The third protein secretion locus resembles a TPSS (designated etp for “E. coli two-partner secretion”), which normally consists of two genes encoding a secreted effector molecule and a transmembrane pore-forming domain (25). The etpA gene (c0345) encodes a putative effector molecule of 328.4-kDa representing the largest protein encoded by E. coli CFT073 and which shows homology with the HecA colonization factor of Erwinia chrysanthemi (30% identity over 1,712 amino acids) and other large proteins secreted via the TPSS (45). The initial annotation indicated that EtpB, the pore-forming domain, was nonfunctional being represented by three pseudogenes (c0342 to c0344). However, closer inspection revealed c0342 and c0343 constitute one ORF. Furthermore, scrutiny of c0343 and c0344 suggested that they might represent a single ORF and that a small sequencing error introduced an in-frame stop codon (Amber) into the sequence in place of a tryptophan residue (TGG→TAG). However, we resequenced this region and confirmed the presence of an in-frame Amber stop codon. An Amber stop codon is relatively infrequent in E. coli (30); this, combined with the fact that this is an in-frame termination signal, suggests that this termination signal may be suppressed, with one of a number of potential amino acids being inserted at this position. Furthermore, etpB of UPEC strain 536 is an intact ORF, suggesting that this is a functional locus (13) and not a pseudogene; however, empirical evidence is needed to clarify this.

A further locus (c0294 to c0297) designated fbp (for “ferric binding protein”) may be involved in the acquisition of iron. In silico analyses revealed that FbpA belongs to the TonB-dependent family of outer membrane receptor proteins mostly associated with iron transport, whereas FbpB, FbpD, and FbpC belong to the ferric enterobactin family of iron sequestering proteins, possessing homology to the FepB, FepD, and FepC proteins, respectively.

The remaining virulence-associated locus comprises genes associated with sugar metabolism (c0318 to c0336). These loci appear to be involved with the ability to degrade the specific carbohydrates fucose and pectin, and we have designated this the efu locus (for “E. coli fucose metabolism”).

Distribution of PAI II_CFT073 genes among the ECOR collection.

To determine the phylogenetic distribution of PAI II_CFT073, we surveyed the well-defined ECOR collection, which is richly varied in terms of phylogeny and zoological and geographical strain origins (38). Using primers corresponding to dnaQ and yafV, which flank either side of the aspV tRNA site, the presence of an appropriately sized PCR product could be detected in amplifications with E. coli K-12 genomic DNA. In contrast, and as expected, no product could be detected in reactions with E. coli CFT073 DNA. The failure of the PCR indicated the presence of PAI II_CFT073. Similar reactions with genomic DNA preparations from all members of the ECOR collection yielded negative reactions comparable to those of control E. coli CFT073, indicating that every strain within the ECOR collection possessed an insert in this region and suggesting that the aspV tRNA site is a hotspot for recombination.

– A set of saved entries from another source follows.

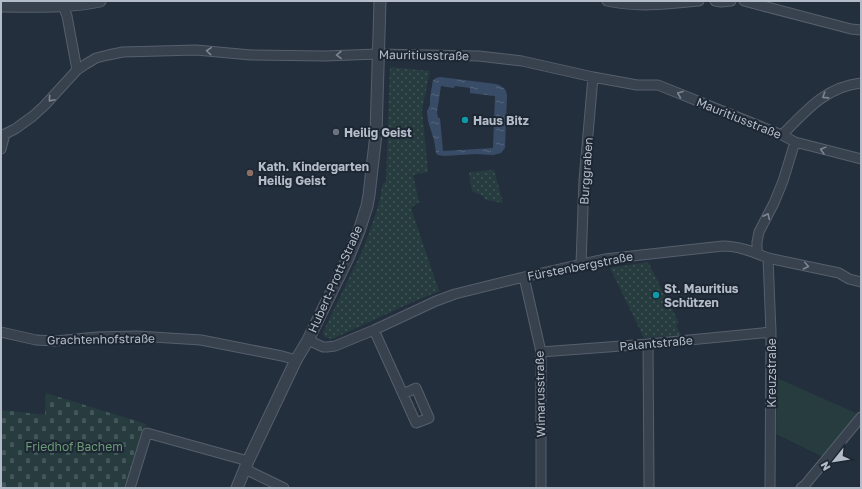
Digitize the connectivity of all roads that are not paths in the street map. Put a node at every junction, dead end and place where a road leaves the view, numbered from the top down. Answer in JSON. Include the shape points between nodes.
{"nodes":[{"id":1,"x":100,"y":1,"type":"edge"},
{"id":2,"x":380,"y":1,"type":"edge"},
{"id":3,"x":607,"y":1,"type":"edge"},
{"id":4,"x":699,"y":1,"type":"edge"},
{"id":5,"x":715,"y":1,"type":"edge"},
{"id":6,"x":731,"y":1,"type":"edge"},
{"id":7,"x":744,"y":1,"type":"edge"},
{"id":8,"x":62,"y":4,"type":"edge"},
{"id":9,"x":1,"y":6,"type":"edge"},
{"id":10,"x":861,"y":30,"type":"edge"},
{"id":11,"x":378,"y":54,"type":"junction"},
{"id":12,"x":77,"y":70,"type":"junction"},
{"id":13,"x":593,"y":77,"type":"junction"},
{"id":14,"x":861,"y":83,"type":"edge"},
{"id":15,"x":3,"y":135,"type":"edge"},
{"id":16,"x":782,"y":135,"type":"junction"},
{"id":17,"x":795,"y":142,"type":"junction"},
{"id":18,"x":1,"y":149,"type":"edge"},
{"id":19,"x":861,"y":159,"type":"edge"},
{"id":20,"x":757,"y":253,"type":"junction"},
{"id":21,"x":768,"y":258,"type":"junction"},
{"id":22,"x":581,"y":264,"type":"junction"},
{"id":23,"x":524,"y":277,"type":"junction"},
{"id":24,"x":861,"y":282,"type":"edge"},
{"id":25,"x":374,"y":330,"type":"junction"},
{"id":26,"x":1,"y":332,"type":"edge"},
{"id":27,"x":771,"y":332,"type":"junction"},
{"id":28,"x":308,"y":340,"type":"junction"},
{"id":29,"x":648,"y":344,"type":"junction"},
{"id":30,"x":541,"y":352,"type":"junction"},
{"id":31,"x":296,"y":360,"type":"junction"},
{"id":32,"x":403,"y":394,"type":"dead end"},
{"id":33,"x":861,"y":417,"type":"edge"},
{"id":34,"x":246,"y":465,"type":"junction"},
{"id":35,"x":130,"y":488,"type":"edge"},
{"id":36,"x":237,"y":488,"type":"edge"},
{"id":37,"x":284,"y":488,"type":"edge"},
{"id":38,"x":541,"y":488,"type":"edge"},
{"id":39,"x":649,"y":488,"type":"edge"},
{"id":40,"x":770,"y":488,"type":"edge"},
{"id":41,"x":801,"y":488,"type":"edge"}],
"edges":[{"from":1,"to":8,"type":"street","via":[[77,5]]},
{"from":2,"to":11,"type":"street","name":"Hubert-Prott-Straße"},
{"from":3,"to":4,"type":"street","via":[[642,6]]},
{"from":5,"to":6,"type":"street"},
{"from":7,"to":10,"type":"street"},
{"from":8,"to":9,"type":"street"},
{"from":8,"to":12,"type":"street","via":[[67,16]]},
{"from":11,"to":12,"type":"street","name":"Mauritiusstraße","one_way":true,"via":[[324,56],[196,50],[123,52],[96,58]]},
{"from":11,"to":13,"type":"street","name":"Mauritiusstraße","via":[[479,56],[522,61]]},
{"from":11,"to":28,"type":"street","name":"Hubert-Prott-Straße","via":[[376,134],[367,206],[348,258]]},
{"from":12,"to":15,"type":"street","name":"Mauritiusstraße","one_way":true,"via":[[34,116]]},
{"from":16,"to":13,"type":"street","name":"Mauritiusstraße","one_way":true,"via":[[658,85],[637,85]]},
{"from":13,"to":22,"type":"street","name":"Burggraben","via":[[584,180]]},
{"from":14,"to":16,"type":"street","one_way":true,"via":[[838,88],[827,94],[809,107]]},
{"from":15,"to":18,"type":"street"},
{"from":16,"to":17,"type":"street","name":"Mauritiusstraße"},
{"from":19,"to":17,"type":"street","name":"Mauritiusstraße","one_way":true},
{"from":20,"to":17,"type":"street","one_way":true,"via":[[759,232],[783,180]]},
{"from":20,"to":21,"type":"street","name":"Fürstenbergstraße"},
{"from":20,"to":22,"type":"street","name":"Fürstenbergstraße","via":[[734,246],[723,246]]},
{"from":21,"to":24,"type":"street","name":"Fürstenbergstraße","one_way":true,"via":[[839,273]]},
{"from":21,"to":27,"type":"street","name":"Kreuzstraße"},
{"from":22,"to":23,"type":"street","name":"Fürstenbergstraße"},
{"from":23,"to":25,"type":"street","name":"Fürstenbergstraße","via":[[455,294]]},
{"from":23,"to":30,"type":"street","name":"Wimarusstraße"},
{"from":25,"to":28,"type":"street","name":"Fürstenbergstraße","via":[[327,348]]},
{"from":25,"to":32,"type":"street"},
{"from":26,"to":31,"type":"street","name":"Grachtenhofstraße","via":[[36,340],[55,341],[136,336],[201,340]]},
{"from":27,"to":29,"type":"street","name":"Palantstraße"},
{"from":27,"to":40,"type":"street","name":"Kreuzstraße"},
{"from":28,"to":31,"type":"street","name":"Hubert-Prott-Straße"},
{"from":29,"to":30,"type":"street","name":"Palantstraße"},
{"from":29,"to":39,"type":"street"},
{"from":30,"to":38,"type":"street","name":"Wimarusstraße"},
{"from":31,"to":34,"type":"street","name":"Hubert-Prott-Straße"},
{"from":33,"to":41,"type":"street"},
{"from":34,"to":35,"type":"street","via":[[147,433]]},
{"from":34,"to":36,"type":"street","name":"Hubert-Prott-Straße"},
{"from":34,"to":37,"type":"street"}]}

The prevalence of the five PAI II_CFT073-encoded virulence-associated loci among the ECOR collection is shown in Fig. 3. The fbp locus was found to have low prevalence among non-B2 ECOR strains (3.5%) and a significantly higher prevalence among the B2 group (66.7%; P < 0.00000003). The genes for the carbohydrate metabolism locus (efu) were found at a significantly higher frequency in the B2 phylogenetic locus (80%) than the non-B2 group (29.8%; P < 0.0006), even though this locus demonstrated the widest distribution among the non-B2 isolates. The two-partner secretion system locus (etp) was also found more frequently in the B2 ECOR group (53.3%) than in non-B2 strains (7.0%; P < 0.0002). The picU gene was found in 7.0% (4 of 57) non-B2 ECOR strains, which was significantly less than among the B2 group (53.3%; P < 0.0008). The presence of the tos locus also occurred at a higher frequency in the B2 cluster (60%) than in the non B2 groups (8.8%; P < 0.00007). Interestingly, the etp and tos loci are found only in strains in which the efu locus was detected. None of the remaining loci demonstrated a strict concomitant presence.

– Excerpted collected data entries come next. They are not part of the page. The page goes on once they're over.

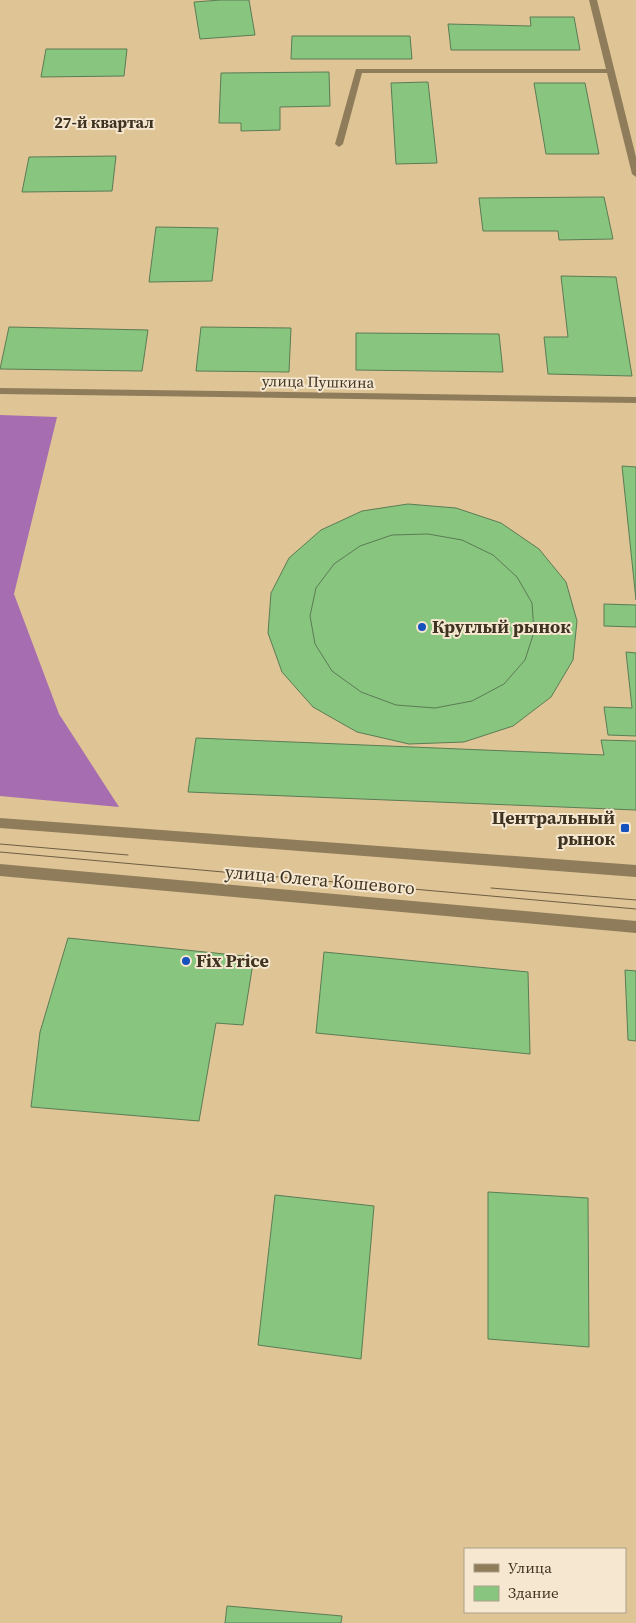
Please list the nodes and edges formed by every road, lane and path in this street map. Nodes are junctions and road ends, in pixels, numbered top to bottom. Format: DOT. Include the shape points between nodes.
graph roads {
  1 [pos="593,0"];
  2 [pos="611,71"];
  3 [pos="339,144"];
  4 [pos="636,174"];
  5 [pos="0,391"];
  6 [pos="636,400"];
  7 [pos="0,822"];
  8 [pos="0,870"];
  9 [pos="636,871"];
  10 [pos="636,927"];
  1 -- 2 [label="street"];
  2 -- 3 [label="street" via="359,70"];
  2 -- 4 [label="street"];
  5 -- 6 [label="street, улица Пушкина"];
  7 -- 9 [label="street, улица Олега Кошевого"];
  8 -- 10 [label="street, улица Олега Кошевого"];
}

Only two non-B2 strains were positive for the full complement of the PAI II_CFT073 virulence associated loci, namely, ECOR23, an ECOR group A strain from a healthy elephant and ECOR58, an ECOR group B1 strain from a healthy lion (38). To ensure that these positive results did not arise through contamination of the original stocks with a B2 isolate, the phylogenetic grouping was determined for each strain by using the method described by Clermont et al. (7). These experiments confirmed that ECOR23 belonged to group A and ECOR58 to the B1 group, indicating that PAI II_CFT073 had been acquired by horizontal transfer.

Prevalence of PAI II_CFT073 genes among UTI isolates.

To determine whether PAI II_CFT073 was associated with a particular UTI, the presence of the five virulence-associated loci were detected by PCR in a collection of pathogenic E. coli strains isolated from patients with cystitis, pyelonephritis, and prostatitis. The results are shown in Fig. 4.

FIG. 4. — Prevalence of PAI II_CFT073 virulence associated loci in *E. coli* clinical isolates. The *fbp*, *efu*, *etp*, *picU*, and *tos* loci were detected by PCR in clinical isolates of *E. coli*. Prevalence is indicated as a percentage of the total population of strains associated with each clinical syndrome. ✽, A statistically significant difference between prostatitis and cystitis;, #, a statistically significant difference between prostatitis and pyelonephritis; χ, a statistically significant difference between prostatitis and septicemia isolates; ƒ, a statistically significant difference between cystitis and septicemia isolates.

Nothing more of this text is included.